Theatre Ireland commissioned Seymour to illustrate two scripts and two consecutive covers for their double souvenir issues published in June 1984. His first Dublin show came a few months later when he joined another Ulster born artist Liam Magee at the Project Arts Centre, in an exhibition called Two Tribes. Seymour relocated to Dublin in 1985 and two years later he moved to Annaghmakerrig, County Monaghan. The critic Dorothy Walker selected Seymour's work for inclusion in the 1986 Guinness Peat Aviation Exhibition and Awards for emerging young artists. He was selected alongside fellow Ulster artists John Kindness and Willie Doherty, but he was not amongst the prizewinners on this occasion. Seymour showed at the annual Oireachtas show in the same year. The Paula Allen Gallery in New York was the venue for Seymour's first transatlantic one-man show in 1987, where he was to exhibit for a further two consecutive years. Seymour received the patronage of The Arts Council of Northern Ireland once more when they hosted a solo exhibition in their Bedford Street gallery in 1989.

Throughout the nineties Seymour showed frequently at venues across Ireland including solo shows at the Project Arts Centre, Dublin and the Linenhall Arts Centre, Castlebar in 1992, and a joint exhibition with Micky Donnelly at the Fenderesky Gallery in Belfast, 1996.

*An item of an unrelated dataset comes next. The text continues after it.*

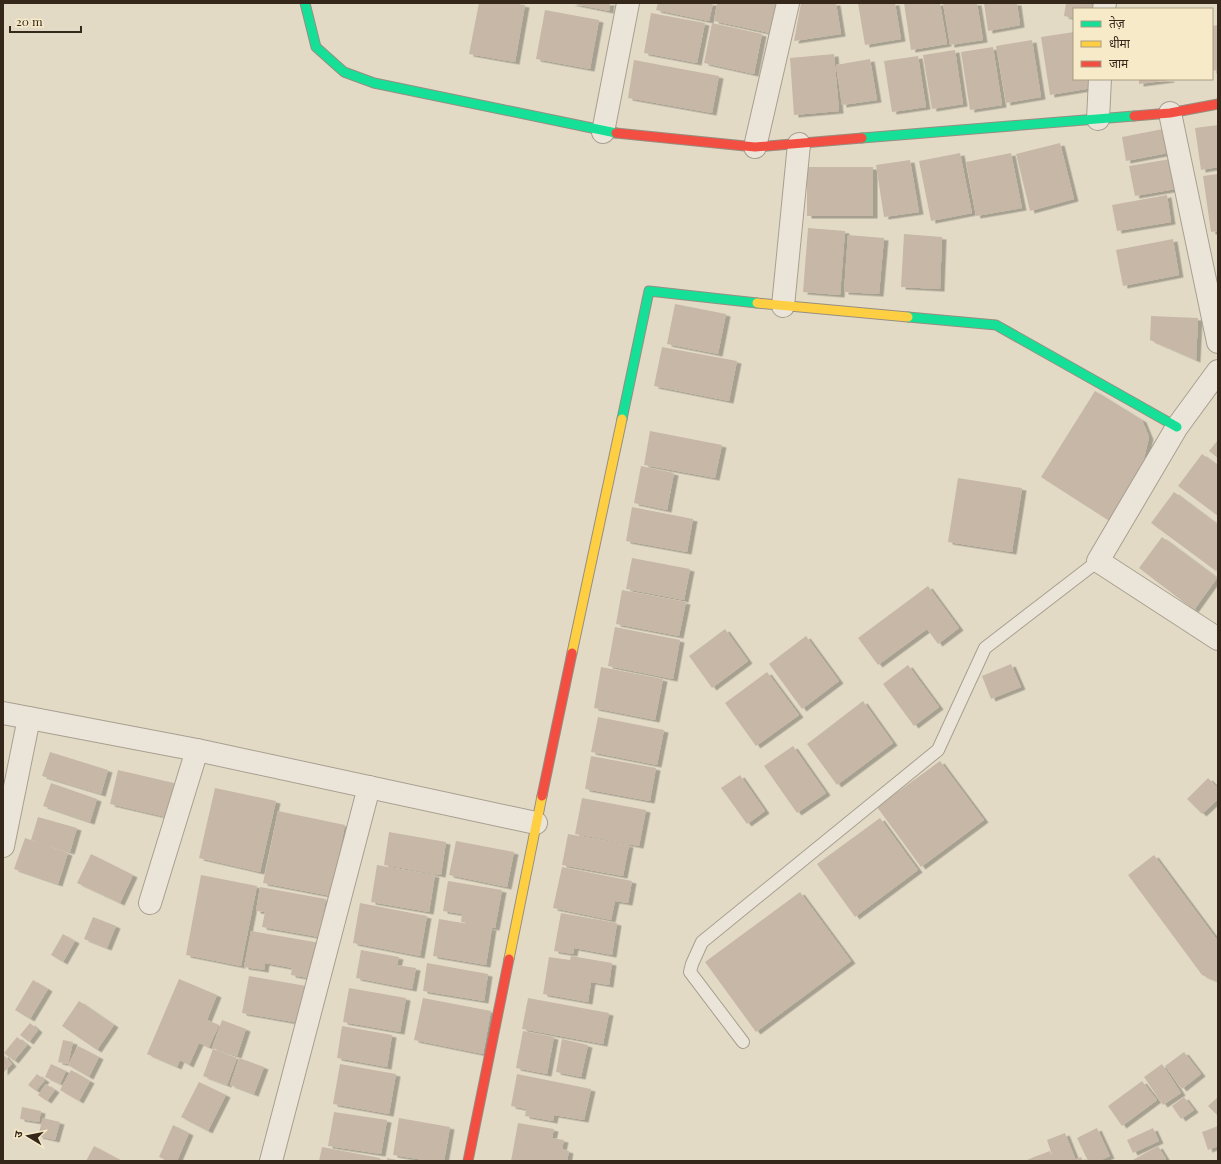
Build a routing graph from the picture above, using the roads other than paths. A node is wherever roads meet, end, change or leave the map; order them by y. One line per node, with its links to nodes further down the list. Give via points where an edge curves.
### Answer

After the turn of the century, Seymour completed a number of portraits depicting politicians and sportsmen, such as Brian Cowen, Pat Rabbite, and Roy Keane. All show a world-weariness and sensitivity and each portrait focuses on the eyes, with the exception of his depiction of a loyalist paramilitary which focuses on his reflective sunglasses hiding his eyes. More recently, Seymour has shown works exploring the effects of contemporary issues on Ireland: Brexit, in the 2017 exhibition Hidden dips, Blind summits – The road to Brexitaria and also the Covid crisis, in the 2020 show entitled A Covid border tangle.

== Awards ==
The Arts Council of Northern Ireland awarded Seymour a bursary of £400 to purchase photographic equipment in 1983. Since then, he has received awards from many institutions including the Claremorris Open Exhibition, An Chomhairle Ealaíon and from the Government of Ireland's Department of Foreign Affairs. In 1987, he received a joint award from the Arts Council of Northern Ireland and the Ireland-America Arts Exchange of a PS1 international studio fellowship which took him to New York for six months. The artist received a further Arts Council of Northern Ireland bursary in 1993. Seymour won a Marten Toonder Award in 1996. Seymour's peers elected him to become a member of Aosdána in 1997 along with seven others, including the fellow Northerner and poet Ciaran Carson, and the Limerick artist John Shinnors.

== Legacy ==
Seymour's work can be found in many private and public collections including those of the Royal Ulster Academy, European Central Bank, Ulster Museum, Arts Council of Northern Ireland, University of Ulster and the Irish Museum of Modern Art.

Seymour has been represented by the Kevin Kavanagh Gallery for a number of years. He continues to live and work in rural County Mayo where he has resided since 1990.